# [RECORDED DATA]

--------------------

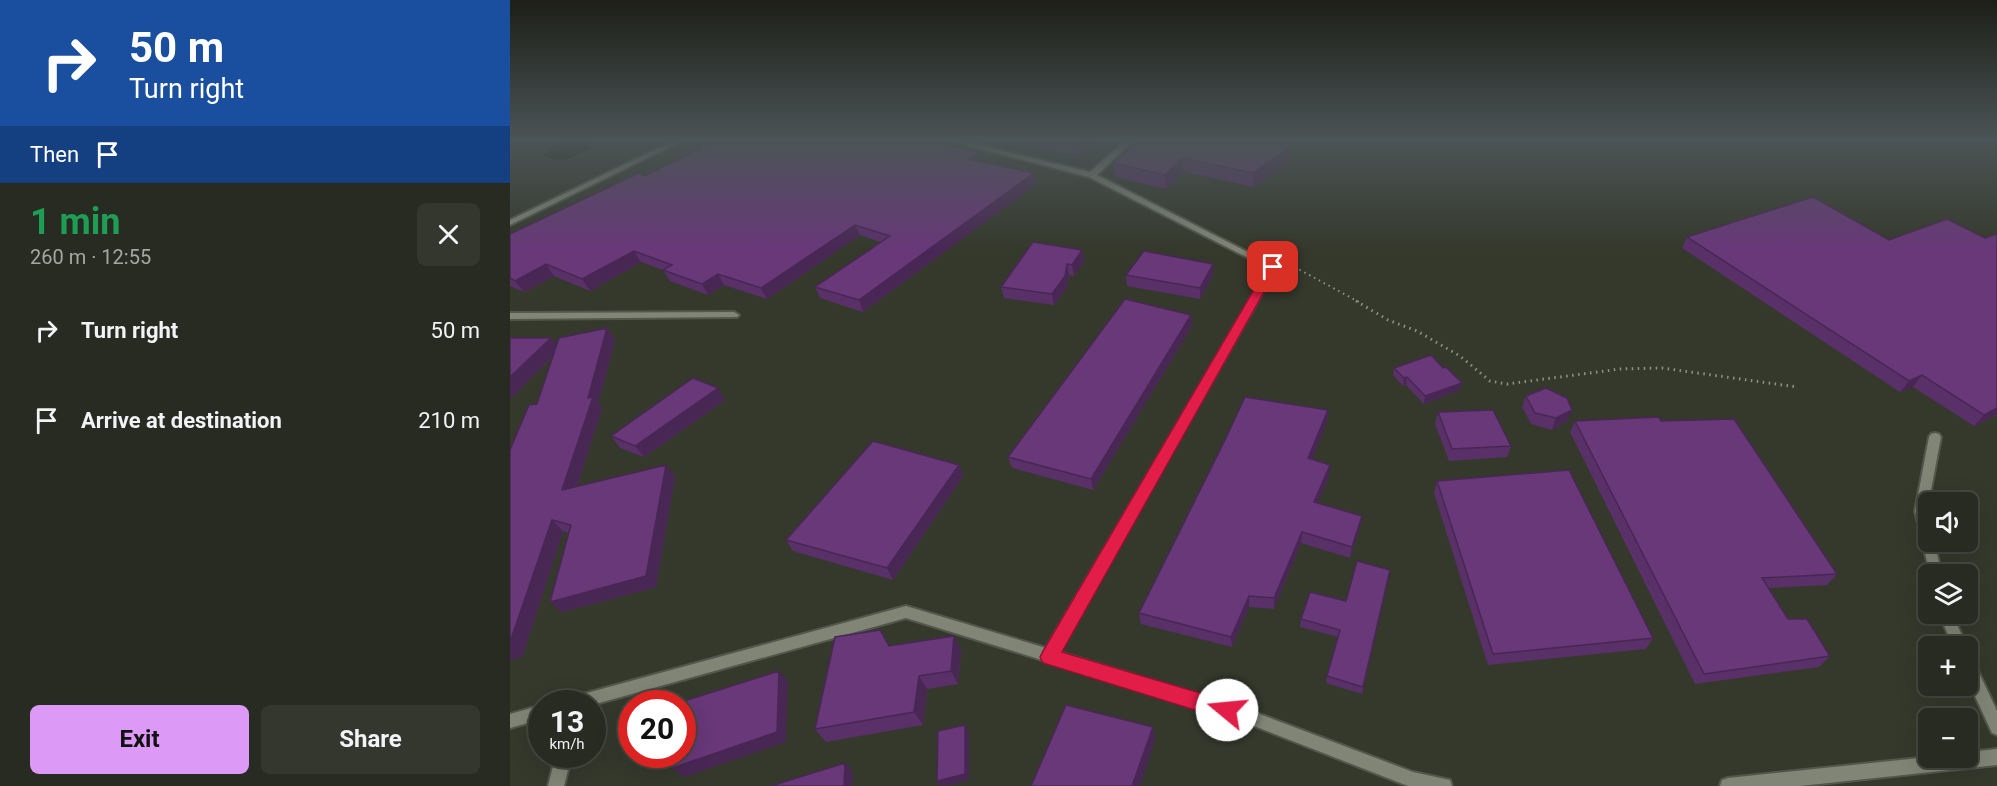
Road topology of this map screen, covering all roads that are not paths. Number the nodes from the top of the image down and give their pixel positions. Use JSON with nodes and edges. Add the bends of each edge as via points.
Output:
{"nodes":[{"id":1,"x":605,"y":177,"type":"edge"},
{"id":2,"x":1095,"y":177,"type":"edge"},
{"id":3,"x":510,"y":223,"type":"edge"},
{"id":4,"x":734,"y":315,"type":"dead end"},
{"id":5,"x":510,"y":316,"type":"edge"},
{"id":6,"x":1935,"y":437,"type":"dead end"},
{"id":7,"x":1934,"y":564,"type":"edge"},
{"id":8,"x":1049,"y":657,"type":"junction"},
{"id":9,"x":1978,"y":687,"type":"edge"},
{"id":10,"x":606,"y":694,"type":"edge"},
{"id":11,"x":528,"y":716,"type":"edge"},
{"id":12,"x":510,"y":721,"type":"edge"},
{"id":13,"x":1997,"y":728,"type":"edge"},
{"id":14,"x":1997,"y":756,"type":"edge"},
{"id":15,"x":560,"y":768,"type":"edge"},
{"id":16,"x":556,"y":786,"type":"edge"},
{"id":17,"x":1444,"y":786,"type":"edge"},
{"id":18,"x":1728,"y":786,"type":"edge"}],
"edges":[{"from":1,"to":3,"type":"lane"},
{"from":2,"to":8,"type":"lane","via":[[1273,267]]},
{"from":4,"to":5,"type":"lane"},
{"from":6,"to":7,"type":"lane","via":[[1921,511]]},
{"from":8,"to":10,"type":"lane","via":[[906,612]]},
{"from":8,"to":17,"type":"lane","via":[[1249,717],[1413,780]]},
{"from":9,"to":13,"type":"lane"},
{"from":11,"to":12,"type":"lane"},
{"from":14,"to":18,"type":"lane"},
{"from":15,"to":16,"type":"lane"}]}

--------------------

# [YOUR ASSIGNMENT]
Find the word "edges" in the records and pull out each line that has it.

# [WRITTEN SOLUTION]
Road topology of this map screen, covering all roads that are not paths. Number the nodes from the top of the image down and give their pixel positions. Use JSON with nodes and edges. Add the bends of each edge as via points.
"edges":[{"from":1,"to":3,"type":"lane"},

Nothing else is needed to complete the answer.